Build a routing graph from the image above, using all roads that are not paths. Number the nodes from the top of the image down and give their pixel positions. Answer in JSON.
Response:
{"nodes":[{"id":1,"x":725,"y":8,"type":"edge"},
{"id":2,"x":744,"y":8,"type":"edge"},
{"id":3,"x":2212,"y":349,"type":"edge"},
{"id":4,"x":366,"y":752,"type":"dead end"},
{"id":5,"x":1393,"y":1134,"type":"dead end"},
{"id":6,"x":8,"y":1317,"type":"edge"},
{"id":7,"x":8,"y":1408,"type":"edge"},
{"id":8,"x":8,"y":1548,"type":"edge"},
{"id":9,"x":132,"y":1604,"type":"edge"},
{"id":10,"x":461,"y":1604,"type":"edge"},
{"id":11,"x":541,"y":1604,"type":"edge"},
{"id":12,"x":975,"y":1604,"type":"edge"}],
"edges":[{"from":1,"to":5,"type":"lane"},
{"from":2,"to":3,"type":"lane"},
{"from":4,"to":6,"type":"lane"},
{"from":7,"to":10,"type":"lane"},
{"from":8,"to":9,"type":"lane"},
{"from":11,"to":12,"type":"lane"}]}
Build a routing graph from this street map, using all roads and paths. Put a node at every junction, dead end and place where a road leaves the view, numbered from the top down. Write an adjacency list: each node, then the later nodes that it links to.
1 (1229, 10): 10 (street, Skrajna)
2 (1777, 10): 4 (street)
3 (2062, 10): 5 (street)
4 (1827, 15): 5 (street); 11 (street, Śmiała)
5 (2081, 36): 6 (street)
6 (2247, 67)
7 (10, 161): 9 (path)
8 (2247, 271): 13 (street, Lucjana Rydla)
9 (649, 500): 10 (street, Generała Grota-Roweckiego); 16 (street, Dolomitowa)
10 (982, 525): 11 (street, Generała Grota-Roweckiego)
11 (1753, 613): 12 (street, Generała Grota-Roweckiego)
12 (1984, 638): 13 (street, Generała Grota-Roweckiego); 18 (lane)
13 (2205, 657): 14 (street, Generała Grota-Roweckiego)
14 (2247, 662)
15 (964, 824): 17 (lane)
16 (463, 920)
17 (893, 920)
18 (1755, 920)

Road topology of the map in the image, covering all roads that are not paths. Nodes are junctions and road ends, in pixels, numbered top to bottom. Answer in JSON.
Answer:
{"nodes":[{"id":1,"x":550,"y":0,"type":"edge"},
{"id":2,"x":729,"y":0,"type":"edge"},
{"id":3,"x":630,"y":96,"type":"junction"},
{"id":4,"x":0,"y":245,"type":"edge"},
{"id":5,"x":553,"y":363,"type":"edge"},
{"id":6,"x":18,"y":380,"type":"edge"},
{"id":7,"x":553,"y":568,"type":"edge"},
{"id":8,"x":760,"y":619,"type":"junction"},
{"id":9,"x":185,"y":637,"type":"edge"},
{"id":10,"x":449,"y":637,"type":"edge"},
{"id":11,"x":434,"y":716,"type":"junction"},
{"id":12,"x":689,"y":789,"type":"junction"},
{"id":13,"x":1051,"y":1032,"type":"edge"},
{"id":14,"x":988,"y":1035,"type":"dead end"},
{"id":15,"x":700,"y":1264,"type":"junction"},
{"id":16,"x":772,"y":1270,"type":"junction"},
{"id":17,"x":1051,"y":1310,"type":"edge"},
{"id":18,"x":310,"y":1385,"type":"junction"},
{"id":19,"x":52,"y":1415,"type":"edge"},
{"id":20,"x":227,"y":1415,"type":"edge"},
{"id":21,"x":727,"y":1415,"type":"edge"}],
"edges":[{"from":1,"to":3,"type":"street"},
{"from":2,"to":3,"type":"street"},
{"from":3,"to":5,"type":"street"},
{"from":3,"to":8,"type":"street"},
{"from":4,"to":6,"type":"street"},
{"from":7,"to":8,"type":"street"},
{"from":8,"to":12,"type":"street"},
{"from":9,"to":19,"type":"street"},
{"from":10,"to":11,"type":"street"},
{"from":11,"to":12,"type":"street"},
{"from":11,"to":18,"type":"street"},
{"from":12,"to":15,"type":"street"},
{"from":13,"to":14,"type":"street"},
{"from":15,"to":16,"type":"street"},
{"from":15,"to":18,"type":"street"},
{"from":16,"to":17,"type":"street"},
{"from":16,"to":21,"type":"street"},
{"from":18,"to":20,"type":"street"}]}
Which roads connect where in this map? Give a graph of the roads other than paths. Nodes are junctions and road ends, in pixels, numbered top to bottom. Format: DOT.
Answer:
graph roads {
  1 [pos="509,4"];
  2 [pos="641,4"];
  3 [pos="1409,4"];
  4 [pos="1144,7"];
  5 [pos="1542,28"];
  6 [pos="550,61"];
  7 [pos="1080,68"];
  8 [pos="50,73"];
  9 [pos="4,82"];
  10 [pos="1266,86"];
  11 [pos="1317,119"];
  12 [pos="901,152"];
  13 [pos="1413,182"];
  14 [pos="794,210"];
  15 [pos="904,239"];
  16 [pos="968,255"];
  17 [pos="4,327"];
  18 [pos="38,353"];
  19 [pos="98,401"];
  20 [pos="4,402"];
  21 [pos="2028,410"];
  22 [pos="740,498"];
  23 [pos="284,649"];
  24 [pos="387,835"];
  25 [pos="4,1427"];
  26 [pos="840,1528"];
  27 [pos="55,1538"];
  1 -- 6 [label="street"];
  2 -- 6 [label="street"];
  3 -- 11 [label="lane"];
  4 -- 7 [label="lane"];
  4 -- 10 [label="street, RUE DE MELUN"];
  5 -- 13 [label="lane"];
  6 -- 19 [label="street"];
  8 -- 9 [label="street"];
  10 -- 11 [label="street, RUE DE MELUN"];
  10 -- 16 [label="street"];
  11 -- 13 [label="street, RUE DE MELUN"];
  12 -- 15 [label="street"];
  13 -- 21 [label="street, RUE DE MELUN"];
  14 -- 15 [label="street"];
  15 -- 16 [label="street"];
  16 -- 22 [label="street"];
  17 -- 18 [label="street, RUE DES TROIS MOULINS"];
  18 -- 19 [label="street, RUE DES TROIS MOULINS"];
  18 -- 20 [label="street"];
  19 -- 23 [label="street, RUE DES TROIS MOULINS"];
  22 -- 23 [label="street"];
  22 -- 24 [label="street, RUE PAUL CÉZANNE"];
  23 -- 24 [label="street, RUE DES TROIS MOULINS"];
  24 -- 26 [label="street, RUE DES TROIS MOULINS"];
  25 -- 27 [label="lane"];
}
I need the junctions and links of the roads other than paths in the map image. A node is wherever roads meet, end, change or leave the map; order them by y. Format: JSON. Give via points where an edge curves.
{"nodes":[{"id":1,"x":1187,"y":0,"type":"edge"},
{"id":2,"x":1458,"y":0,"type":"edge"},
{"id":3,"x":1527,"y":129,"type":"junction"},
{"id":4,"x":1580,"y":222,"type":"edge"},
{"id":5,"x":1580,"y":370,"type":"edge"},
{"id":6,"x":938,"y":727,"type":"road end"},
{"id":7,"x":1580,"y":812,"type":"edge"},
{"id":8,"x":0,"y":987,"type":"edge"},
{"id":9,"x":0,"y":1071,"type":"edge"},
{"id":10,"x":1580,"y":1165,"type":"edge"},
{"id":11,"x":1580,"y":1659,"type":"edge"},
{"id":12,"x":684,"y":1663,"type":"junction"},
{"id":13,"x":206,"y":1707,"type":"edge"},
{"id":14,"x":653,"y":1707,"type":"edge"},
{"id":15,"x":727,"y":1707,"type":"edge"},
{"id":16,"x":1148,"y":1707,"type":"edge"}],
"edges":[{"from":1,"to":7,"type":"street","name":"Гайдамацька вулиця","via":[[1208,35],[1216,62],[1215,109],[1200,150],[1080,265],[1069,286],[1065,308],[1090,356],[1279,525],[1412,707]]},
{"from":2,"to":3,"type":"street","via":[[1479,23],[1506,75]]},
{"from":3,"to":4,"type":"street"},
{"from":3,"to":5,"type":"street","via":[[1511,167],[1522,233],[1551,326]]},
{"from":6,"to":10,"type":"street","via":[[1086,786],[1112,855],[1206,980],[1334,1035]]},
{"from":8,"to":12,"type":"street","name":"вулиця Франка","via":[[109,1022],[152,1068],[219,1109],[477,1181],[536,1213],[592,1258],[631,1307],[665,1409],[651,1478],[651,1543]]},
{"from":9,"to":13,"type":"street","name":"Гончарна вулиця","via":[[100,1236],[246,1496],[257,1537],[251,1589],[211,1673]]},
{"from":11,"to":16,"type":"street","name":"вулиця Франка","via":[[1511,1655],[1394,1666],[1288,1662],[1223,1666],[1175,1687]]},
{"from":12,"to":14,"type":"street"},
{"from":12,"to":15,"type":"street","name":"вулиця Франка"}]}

## What is needed:
Search the data above for lines holding "using" and copy each of them.

## Result:
Build a routing graph from the image above, using all roads that are not paths. Number the nodes from the top of the image down and give their pixel positions. Answer in JSON.
Build a routing graph from this street map, using all roads and paths. Put a node at every junction, dead end and place where a road leaves the view, numbered from the top down. Write an adjacency list: each node, then the later nodes that it links to.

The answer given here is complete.